* _Activity_: Where the string "between" shows up in a line of the records, copy that line.

* _Supplied data_:
━━━━━━━━━━
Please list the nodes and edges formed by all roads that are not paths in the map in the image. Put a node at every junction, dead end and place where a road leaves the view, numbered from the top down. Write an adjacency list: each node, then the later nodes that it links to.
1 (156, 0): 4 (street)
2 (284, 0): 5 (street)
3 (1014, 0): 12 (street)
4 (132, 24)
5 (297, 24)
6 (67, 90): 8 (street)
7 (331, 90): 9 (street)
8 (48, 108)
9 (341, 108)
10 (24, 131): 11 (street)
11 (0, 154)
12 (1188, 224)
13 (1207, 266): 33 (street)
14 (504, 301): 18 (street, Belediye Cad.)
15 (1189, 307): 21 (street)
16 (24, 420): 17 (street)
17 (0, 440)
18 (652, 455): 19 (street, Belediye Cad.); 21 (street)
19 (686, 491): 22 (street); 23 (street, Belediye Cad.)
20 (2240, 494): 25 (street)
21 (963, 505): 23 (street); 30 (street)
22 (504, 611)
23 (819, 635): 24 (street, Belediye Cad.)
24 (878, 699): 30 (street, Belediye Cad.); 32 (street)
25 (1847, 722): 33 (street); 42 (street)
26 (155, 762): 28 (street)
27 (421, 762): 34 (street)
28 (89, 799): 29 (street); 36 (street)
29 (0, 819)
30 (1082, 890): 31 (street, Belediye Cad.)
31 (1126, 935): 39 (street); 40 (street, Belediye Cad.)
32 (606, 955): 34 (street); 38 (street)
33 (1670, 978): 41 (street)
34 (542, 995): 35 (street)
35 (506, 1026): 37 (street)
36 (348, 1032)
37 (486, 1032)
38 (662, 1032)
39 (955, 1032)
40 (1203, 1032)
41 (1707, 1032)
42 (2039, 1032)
━━━━━━━━━━
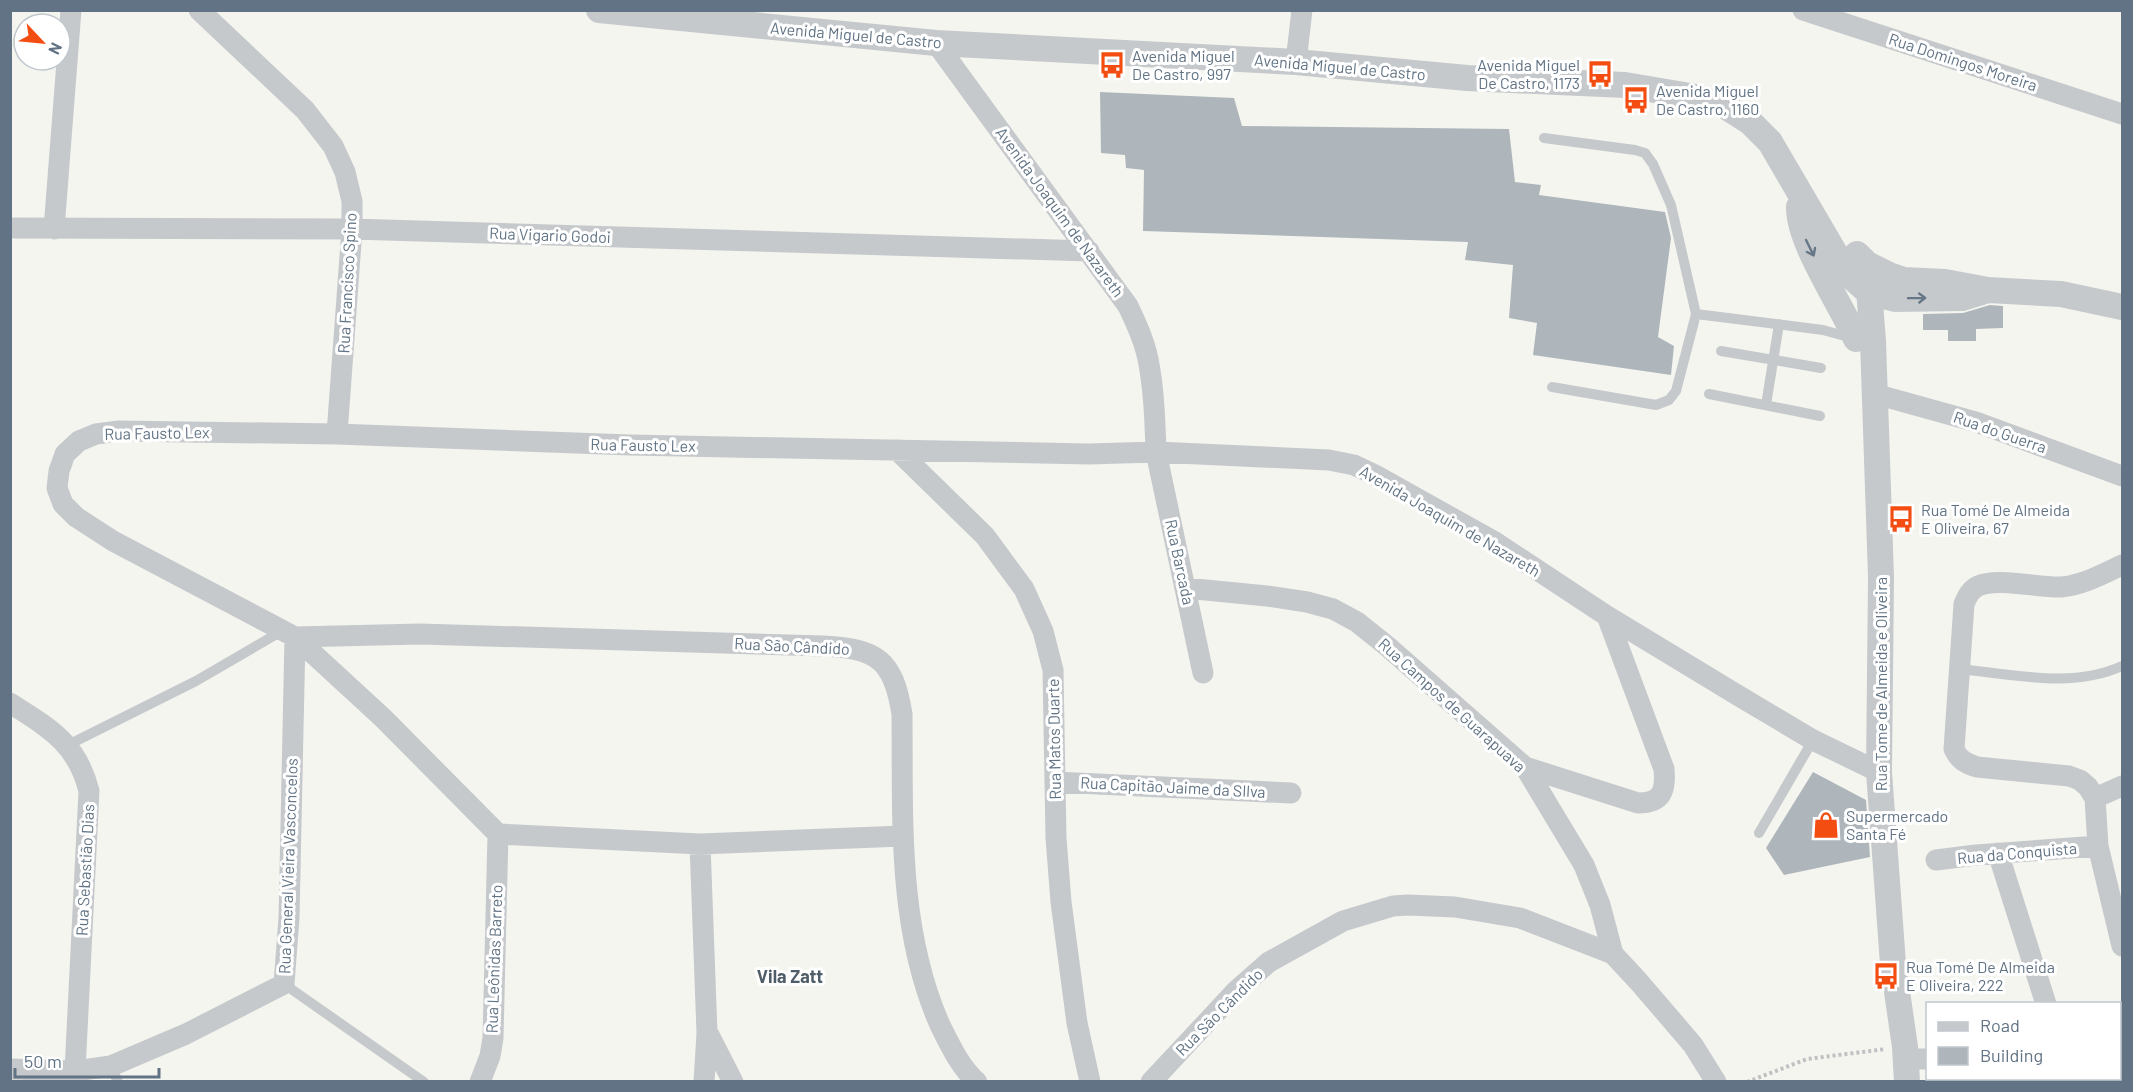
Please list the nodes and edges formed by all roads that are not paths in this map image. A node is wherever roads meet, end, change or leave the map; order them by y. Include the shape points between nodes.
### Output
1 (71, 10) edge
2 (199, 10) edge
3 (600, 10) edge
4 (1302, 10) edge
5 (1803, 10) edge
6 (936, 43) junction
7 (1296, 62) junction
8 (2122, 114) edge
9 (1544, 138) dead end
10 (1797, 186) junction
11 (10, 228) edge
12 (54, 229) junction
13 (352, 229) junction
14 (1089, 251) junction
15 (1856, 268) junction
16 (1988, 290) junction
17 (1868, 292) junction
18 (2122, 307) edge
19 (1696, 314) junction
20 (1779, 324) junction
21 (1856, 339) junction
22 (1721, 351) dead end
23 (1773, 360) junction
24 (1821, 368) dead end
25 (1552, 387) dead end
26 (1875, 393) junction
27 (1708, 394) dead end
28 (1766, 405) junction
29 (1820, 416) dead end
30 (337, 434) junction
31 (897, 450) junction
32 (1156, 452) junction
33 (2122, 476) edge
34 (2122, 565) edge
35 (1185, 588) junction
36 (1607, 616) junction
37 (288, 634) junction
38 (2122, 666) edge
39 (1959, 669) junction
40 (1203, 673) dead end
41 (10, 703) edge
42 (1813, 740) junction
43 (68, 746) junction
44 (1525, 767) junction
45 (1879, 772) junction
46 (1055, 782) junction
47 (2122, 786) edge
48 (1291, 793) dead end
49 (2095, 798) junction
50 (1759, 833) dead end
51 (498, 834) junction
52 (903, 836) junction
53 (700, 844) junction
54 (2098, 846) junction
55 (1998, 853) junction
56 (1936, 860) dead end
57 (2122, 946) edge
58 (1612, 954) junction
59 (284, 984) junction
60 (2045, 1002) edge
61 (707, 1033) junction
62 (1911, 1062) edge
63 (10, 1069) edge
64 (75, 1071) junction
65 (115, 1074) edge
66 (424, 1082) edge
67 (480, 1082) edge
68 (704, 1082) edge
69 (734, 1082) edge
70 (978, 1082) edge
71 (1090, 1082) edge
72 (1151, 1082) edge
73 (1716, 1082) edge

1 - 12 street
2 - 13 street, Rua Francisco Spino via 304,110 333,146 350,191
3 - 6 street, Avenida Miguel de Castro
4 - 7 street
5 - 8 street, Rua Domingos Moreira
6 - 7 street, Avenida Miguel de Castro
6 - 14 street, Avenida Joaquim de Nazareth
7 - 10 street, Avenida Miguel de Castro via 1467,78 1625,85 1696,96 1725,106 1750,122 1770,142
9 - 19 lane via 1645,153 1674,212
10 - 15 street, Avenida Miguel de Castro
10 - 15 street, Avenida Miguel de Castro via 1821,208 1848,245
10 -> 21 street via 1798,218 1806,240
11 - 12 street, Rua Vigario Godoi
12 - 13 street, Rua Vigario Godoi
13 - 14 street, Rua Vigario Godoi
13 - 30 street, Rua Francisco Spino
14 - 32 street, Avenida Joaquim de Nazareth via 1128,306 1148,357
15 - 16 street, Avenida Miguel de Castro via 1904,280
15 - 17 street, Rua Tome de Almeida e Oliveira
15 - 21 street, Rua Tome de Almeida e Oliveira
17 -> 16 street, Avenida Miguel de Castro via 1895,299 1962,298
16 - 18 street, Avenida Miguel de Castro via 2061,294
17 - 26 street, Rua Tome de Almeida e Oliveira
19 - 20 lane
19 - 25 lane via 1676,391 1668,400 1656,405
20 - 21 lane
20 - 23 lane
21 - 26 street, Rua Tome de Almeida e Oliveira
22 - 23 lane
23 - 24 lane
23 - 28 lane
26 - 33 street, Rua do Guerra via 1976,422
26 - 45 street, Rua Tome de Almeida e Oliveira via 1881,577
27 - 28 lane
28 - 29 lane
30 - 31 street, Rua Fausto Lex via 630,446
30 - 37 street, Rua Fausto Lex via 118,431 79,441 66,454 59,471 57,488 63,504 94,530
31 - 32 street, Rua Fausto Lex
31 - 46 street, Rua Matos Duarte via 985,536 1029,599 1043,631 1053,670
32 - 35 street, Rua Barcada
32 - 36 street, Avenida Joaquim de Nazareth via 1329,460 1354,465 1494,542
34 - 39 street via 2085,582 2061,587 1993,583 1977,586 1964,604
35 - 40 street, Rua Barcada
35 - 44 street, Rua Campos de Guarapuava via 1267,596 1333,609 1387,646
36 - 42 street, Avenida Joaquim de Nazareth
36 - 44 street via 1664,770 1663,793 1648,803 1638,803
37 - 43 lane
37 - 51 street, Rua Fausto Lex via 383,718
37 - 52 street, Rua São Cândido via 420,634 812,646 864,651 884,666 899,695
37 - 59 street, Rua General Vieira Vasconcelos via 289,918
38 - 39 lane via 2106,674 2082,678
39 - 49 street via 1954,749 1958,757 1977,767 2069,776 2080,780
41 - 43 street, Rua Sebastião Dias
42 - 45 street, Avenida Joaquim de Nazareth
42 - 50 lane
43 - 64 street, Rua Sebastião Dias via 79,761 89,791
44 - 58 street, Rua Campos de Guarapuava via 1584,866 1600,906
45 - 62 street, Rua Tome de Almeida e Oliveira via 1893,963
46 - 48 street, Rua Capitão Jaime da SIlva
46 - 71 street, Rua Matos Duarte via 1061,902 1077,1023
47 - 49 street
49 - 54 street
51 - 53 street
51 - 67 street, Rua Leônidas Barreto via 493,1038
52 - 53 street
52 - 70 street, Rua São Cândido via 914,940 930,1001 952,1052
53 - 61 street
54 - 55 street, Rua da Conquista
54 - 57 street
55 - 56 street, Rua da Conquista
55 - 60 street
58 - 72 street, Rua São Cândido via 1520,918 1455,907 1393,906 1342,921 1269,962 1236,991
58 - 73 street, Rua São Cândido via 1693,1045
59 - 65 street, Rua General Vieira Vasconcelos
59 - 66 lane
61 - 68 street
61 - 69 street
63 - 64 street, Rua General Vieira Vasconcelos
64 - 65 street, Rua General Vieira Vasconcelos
━━━━━━━━━━
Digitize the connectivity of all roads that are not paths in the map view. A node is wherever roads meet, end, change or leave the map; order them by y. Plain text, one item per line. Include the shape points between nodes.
━━━━━━━━━━
* _Answer to this problem_:
Please list the nodes and edges formed by all roads that are not paths in this map image. A node is wherever roads meet, end, change or leave the map; order them by y. Include the shape points between nodes.
Digitize the connectivity of all roads that are not paths in the map view. A node is wherever roads meet, end, change or leave the map; order them by y. Plain text, one item per line. Include the shape points between nodes.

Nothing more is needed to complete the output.